Leaves drifting in streams and blowing in the wind belong amongst our root impressions of the natural world. Plumes discharging into streams and pumping from smoke stacks symbolize our impact on that world. Thus it is baffling when as students we discover that fluid dynamics is seemingly exclusively investigated by measuring pressure at fixed points. The manometers in our first fluids laboratories plainly measure total stagnation pressure; the mechanical flow meters less obviously strike a dynamical balance between the torque of the partial stagnation pressure on the turbine blades and the torque of friction in the turbine bearings. Our hands and faces do feel the rush of a stream or the sweep of the wind, but these are brute sensations in comparison to the incisive information processing at work when our eyes follows a flow marker.
This is a book about the role of kinematics in fluid dynamics. The most revealing mathematical framework for developing kinematics is the Lagrangian formulation, long ago discarded for being unwieldy compared to the Eulerian formulation (Tokaty, 1971). Yet the discarded unwieldiness owes precisely to the richness of the kinematical information. This book might have been written any time in the twentieth century; the motivation now is the emergence of Lagrangian observing technology. The emergence is of course a reemergence; meteorologists have been routinely tracking weather balloons with theodolites since the nineteenth century.
A benefit of the great majority of Lagrangian data being so new is that most of them are available via the Internet. Also, Lagrangian time series analysis may be carried out using conventional time series methods, for which well-supported software libraries abound. Modern dynamical systems theory suggests new and intriguing quantities characterizing the behavior of Lagrangian time series.
Combining Lagrangian data with Lagrangian dynamical models can be conceptually as simple as combining Eulerian data with Eulerian dynamical models, and as complex to implement effectively. Mixing the two formulations of fluid dynamics leads to nonlinearities in the measurement functionals, further complicating effective implementation. Particle pairs make incisive tools for investigating the field of flow: dynamically constrained analysis of float pairs, without having to run all the machinery that is a modern ocean circulation model, is theoretically possible and offers the cability for real-time, even onboard analysis.
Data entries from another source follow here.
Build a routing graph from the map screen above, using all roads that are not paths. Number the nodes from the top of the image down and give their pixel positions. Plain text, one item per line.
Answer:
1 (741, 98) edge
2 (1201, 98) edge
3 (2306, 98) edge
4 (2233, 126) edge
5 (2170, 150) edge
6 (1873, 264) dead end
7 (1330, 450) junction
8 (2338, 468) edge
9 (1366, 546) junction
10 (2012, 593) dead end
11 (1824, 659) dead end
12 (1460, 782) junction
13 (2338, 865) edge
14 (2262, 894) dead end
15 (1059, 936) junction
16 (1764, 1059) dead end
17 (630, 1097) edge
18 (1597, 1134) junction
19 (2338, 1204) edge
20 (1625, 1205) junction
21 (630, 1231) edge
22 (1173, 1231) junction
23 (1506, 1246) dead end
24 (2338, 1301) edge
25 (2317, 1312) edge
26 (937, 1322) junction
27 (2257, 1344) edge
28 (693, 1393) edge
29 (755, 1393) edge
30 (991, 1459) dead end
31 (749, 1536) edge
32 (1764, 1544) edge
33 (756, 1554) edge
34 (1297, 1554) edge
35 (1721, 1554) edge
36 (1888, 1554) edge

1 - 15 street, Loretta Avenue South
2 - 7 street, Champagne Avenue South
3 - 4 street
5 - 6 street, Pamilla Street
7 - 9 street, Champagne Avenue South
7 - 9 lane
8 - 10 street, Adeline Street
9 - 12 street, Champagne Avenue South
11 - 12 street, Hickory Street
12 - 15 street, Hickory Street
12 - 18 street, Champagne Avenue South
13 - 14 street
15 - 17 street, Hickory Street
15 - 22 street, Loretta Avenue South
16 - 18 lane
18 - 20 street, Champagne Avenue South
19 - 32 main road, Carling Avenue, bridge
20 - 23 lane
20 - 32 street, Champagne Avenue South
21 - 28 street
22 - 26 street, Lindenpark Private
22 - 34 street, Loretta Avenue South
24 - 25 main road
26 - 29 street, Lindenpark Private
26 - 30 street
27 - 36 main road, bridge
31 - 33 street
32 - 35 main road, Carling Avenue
Few analytical solutions are known for the Lagrangian formulation of fluid dynamics; as few, in fact, as are known for the Eulerian. Almost all these solutions describe flow free of momentum advection. The Gerstner waves, and their generalizations the Ptolemaic vortices, stand out as extraordinary exceptions. The classical investigative techniques of linearized hydrodynamic stability theory are available to both the Lagrangian and the Eulerian formulation, as are the newer techniques of phase plane analysis. The classical Stokes' problems for viscous flow near plates are solvable in both formulations; the Lagrangian self-similar solution for Blasius' approximate boundary layer dynamics is intriguingly more complicated than the Eulerian. The general solvability of the Lagrangian formulation of inviscid incompressible fluid dynamics appears, to an applied mathematician, to depend upon the choice of dependent variables. The classical solvability of the viscous problem comes exasperatingly close to being provable in the large, but in the end remains an open question for pure mathematicians.